So, you want to teach your children about health and wellness? For most of us, that task will be nearly impossible unless we are honest about the terrible truth surrounding our comfortable, first-world lifestyles.
Smart kids in particular will see though any lame “let’s eat broccoli, it’s good for you” attempts that well-meaning parents might throw in their direction. Analytical kids will do the environmental math about driving to the gym to exercise on machines and point out the irony. Justice-seeking kids will do the ethical math about the unfair effects of buying quinoa from poor Peruvians and refuse to eat the grain, or read this January 2014 Slate article and resume eating it. Well-read kids might point out that participation in organized sports will not address the root causes of the gargantuan health and wellness problems facing first world people today–problems like obesity, cancer, diabetes, and heart disease.
In order to be smart about health and wellness, parents need to teach kids the terrible truth about our current first-world way of life. Many children are already aware of adult ironies and inconsistencies surrounding health and wellness. Parents need to level with their kids, to admit adults’ health and wellness imperfections, and to exhibit care and concern not just for the health and wellness of their own children, but also for everyone else on the planet.
The Terrible Truth
You want the terrible truth? Here it is: In this age of electronic screens and robot vacuum cleaners, we can no longer rely on nature to give us health.
Most of us no longer grow our own food, or wash our clothes in buckets, or hang them outside to dry. Most of us rarely ride a bicycle or a horse. Commuting is strictly an internal combustion affair for many, complete with noxious fumes from fossil fuels. Most foods in our supermarkets are processed, and many have added sugars, salts, preservatives, flavors, and whatnots.
Rather than fully experience nature, we sit on our behinds and let our devices and conveniences fog up our relationship with nature. We create technology not primarily for extending life, but rather for making life less work. We crave the ease of technology, and the “no muscles needed” aspects of conveniences like elevators and washing machines and automobiles. We have disconnected ourselves from nature.
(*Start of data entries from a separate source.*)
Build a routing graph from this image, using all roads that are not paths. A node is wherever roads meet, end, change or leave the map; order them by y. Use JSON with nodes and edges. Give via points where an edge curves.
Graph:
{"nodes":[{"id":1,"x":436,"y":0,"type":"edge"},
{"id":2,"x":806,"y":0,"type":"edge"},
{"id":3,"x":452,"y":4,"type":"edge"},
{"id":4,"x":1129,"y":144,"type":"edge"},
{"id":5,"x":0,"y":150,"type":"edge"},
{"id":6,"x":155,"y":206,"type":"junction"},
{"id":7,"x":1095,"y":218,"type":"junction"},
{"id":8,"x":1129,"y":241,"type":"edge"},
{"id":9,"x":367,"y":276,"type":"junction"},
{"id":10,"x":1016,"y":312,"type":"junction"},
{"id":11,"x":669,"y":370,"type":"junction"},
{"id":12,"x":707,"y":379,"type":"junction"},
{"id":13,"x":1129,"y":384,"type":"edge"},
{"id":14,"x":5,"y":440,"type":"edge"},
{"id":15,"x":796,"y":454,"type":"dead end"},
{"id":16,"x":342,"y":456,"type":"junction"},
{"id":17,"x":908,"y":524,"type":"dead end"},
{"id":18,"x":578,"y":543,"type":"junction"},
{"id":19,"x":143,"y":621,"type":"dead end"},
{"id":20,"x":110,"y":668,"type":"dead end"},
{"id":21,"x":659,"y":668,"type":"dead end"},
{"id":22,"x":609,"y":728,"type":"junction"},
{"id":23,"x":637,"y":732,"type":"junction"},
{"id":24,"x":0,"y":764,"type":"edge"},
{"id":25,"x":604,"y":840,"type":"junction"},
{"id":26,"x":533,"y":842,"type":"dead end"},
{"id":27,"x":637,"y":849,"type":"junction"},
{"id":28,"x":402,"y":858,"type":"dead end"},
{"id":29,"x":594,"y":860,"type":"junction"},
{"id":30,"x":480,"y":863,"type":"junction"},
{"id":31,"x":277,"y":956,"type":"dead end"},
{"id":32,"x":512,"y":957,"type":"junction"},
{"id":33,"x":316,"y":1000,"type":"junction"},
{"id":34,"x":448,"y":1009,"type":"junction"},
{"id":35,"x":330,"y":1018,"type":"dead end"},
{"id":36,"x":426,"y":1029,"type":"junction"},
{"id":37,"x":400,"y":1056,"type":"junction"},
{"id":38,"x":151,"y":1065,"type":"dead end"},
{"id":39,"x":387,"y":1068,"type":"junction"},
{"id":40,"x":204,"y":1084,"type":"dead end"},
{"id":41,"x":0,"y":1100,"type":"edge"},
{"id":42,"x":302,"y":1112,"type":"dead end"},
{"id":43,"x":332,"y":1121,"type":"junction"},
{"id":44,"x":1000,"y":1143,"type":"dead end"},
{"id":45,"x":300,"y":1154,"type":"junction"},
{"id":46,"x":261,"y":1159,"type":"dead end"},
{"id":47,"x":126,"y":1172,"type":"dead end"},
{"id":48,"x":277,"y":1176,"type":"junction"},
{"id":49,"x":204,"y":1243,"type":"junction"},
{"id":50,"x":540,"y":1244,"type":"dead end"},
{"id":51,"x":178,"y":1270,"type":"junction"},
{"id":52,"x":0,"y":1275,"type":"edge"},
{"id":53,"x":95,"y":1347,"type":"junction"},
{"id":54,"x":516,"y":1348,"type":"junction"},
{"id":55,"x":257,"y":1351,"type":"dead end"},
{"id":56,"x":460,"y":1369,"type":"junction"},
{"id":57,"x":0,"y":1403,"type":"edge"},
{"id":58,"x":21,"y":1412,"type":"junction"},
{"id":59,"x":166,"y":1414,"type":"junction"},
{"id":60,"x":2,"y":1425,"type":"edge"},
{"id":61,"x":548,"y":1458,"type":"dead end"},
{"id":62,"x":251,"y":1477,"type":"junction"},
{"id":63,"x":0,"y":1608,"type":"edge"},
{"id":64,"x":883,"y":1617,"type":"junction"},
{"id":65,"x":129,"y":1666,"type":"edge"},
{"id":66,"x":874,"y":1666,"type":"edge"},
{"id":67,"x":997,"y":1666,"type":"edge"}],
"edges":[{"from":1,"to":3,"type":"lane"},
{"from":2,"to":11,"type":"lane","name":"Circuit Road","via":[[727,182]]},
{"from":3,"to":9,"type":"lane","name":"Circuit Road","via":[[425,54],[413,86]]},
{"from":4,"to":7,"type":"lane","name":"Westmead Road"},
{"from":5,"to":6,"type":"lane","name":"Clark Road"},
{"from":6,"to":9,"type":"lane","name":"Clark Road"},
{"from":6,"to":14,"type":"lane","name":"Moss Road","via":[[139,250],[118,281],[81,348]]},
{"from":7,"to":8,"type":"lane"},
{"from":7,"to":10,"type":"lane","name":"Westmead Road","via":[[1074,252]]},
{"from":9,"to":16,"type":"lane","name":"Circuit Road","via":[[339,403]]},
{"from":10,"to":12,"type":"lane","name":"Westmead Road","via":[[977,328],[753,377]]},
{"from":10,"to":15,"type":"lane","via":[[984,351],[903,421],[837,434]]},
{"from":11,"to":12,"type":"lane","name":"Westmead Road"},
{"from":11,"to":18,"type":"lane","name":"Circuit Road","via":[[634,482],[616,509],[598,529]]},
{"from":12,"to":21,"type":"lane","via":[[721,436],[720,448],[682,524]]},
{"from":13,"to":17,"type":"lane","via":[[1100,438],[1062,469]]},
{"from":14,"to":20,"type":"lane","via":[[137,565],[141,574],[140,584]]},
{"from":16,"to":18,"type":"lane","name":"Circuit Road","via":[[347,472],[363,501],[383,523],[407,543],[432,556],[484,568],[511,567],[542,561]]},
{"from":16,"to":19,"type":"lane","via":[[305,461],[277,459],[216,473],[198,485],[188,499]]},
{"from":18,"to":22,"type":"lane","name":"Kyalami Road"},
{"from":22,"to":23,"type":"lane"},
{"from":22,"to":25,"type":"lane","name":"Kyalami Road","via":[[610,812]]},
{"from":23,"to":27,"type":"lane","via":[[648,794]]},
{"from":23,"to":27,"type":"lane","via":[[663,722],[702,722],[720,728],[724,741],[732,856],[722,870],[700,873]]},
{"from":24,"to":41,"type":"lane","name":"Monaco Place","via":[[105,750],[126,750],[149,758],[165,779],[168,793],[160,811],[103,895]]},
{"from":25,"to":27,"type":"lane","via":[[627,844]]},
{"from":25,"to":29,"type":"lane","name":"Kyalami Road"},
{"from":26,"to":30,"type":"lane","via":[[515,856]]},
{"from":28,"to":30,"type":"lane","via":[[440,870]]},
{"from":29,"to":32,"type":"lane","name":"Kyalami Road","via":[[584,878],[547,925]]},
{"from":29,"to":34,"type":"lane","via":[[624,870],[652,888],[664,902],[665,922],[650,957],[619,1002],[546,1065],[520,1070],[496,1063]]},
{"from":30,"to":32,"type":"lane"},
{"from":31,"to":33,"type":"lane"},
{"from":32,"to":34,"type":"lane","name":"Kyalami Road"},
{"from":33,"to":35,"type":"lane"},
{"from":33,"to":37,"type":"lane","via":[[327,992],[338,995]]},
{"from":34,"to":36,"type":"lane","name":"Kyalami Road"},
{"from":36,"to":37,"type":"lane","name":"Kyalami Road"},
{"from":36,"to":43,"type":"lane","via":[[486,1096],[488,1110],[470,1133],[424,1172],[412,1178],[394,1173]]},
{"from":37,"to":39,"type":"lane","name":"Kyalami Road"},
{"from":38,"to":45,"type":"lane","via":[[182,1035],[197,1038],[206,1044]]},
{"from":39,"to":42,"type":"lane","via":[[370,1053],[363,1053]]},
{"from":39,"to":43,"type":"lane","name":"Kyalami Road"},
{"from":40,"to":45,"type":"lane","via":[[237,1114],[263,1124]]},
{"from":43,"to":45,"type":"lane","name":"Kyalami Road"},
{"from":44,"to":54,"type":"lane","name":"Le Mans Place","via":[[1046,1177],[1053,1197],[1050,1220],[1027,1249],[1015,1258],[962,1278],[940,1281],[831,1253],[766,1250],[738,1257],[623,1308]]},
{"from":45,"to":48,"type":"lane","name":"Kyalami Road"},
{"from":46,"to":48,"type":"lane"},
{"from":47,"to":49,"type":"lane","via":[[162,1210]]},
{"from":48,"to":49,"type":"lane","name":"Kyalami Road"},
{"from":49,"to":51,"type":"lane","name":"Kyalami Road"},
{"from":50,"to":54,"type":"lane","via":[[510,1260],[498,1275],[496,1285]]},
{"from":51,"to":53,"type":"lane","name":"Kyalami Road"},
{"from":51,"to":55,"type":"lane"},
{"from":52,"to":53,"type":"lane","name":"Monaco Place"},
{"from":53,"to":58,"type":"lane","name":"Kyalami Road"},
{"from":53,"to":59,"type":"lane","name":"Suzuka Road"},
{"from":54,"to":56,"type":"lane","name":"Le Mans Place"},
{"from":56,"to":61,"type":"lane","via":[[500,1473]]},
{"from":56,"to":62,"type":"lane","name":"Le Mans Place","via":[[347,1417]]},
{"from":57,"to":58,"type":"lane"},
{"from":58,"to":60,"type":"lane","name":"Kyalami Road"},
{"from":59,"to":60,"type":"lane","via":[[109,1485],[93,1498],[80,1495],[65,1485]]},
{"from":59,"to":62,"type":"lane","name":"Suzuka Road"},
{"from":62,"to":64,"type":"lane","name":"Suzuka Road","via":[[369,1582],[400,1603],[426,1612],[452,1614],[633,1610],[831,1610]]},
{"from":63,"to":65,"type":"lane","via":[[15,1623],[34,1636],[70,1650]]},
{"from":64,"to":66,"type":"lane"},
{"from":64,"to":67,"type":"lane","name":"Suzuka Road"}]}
We are all guilty of being bad health and wellness role models for our children. We drive cars, we buy convenience foods, we use elevators, we use washing machines, we eat sugary desserts. We even sit on our behinds to write blog articles somewhere in cyberspace, which has its own growing carbon footprint.
The Way Forward
What are parents to do? I believe that parents should tell their children the truth about health and wellness, warts and all. Let children know that we can no longer pretend that the first world lifestyle is benign. Teach children about society’s health and wellness foibles as well as our own personal foibles. Teach children about moderation, and teach them the dangers of assuming that moderation will work seamlessly or sufficiently to bring us health and wellness.
Food: Teach children the ethical aspects of food growth, transportation, sale, and consumption. Teach children how to grow food. Teach children how to shop for what I call “mono-foods”–those foods that are only one food, unmixed with any other food, additive, flavoring, salt, sugar, or preservative. Teach children how to cook from scratch.
Exercise: Teach children that whenever possible, body movement must become a way of life. Stairs, not elevators. Bicycle, not cars. Carrying, not rolling. Buy apple trees, not applesauce. Perhaps even beat rugs (allergies allowing), instead of vacuuming them. Walk while talking? Stand while typing? Encourage children to dream up their own creative exercise solutions.
Air and Water: Teach children that health and wellness is not just a family issue; it is a global issue. The effects of pollution from Chinese factories producing first-world goods are not only increasing cancer rates in China, but are also reaching American shores. The oceans contain shockingly large traces of our lifestyles, including gyres filled with plastic trash, cargo dropped from container ships, and polyester micro-plastics shed from first world clothing.
An Omnipresent Focus on Health and Wellness
To counteract our first-world, anti-wellness culture, we need to instill in our children an omnipresent focus on health. Health when shopping for food, health when eating, health when moving from point A to point B, health when choosing entertainment, health when choosing leisure activities, health when choosing books to read, and health even when deciding how to drink our tea, tie our shoes, stretch in bed, stand in line, walk up stairs, buy our groceries, or pick up litter. Your health, your friends’ health, society’s health.
Being focused on health is not actual work. Make small changes and they quickly become habit. Healthy habits allow people to maintain healthy lifestyles unconsciously.
If we succeed, our children will have a new-found appreciation both of nature and of their place in nature. Our children will be well-grounded in body, mind, and spirit. Health and wellness will occur naturally.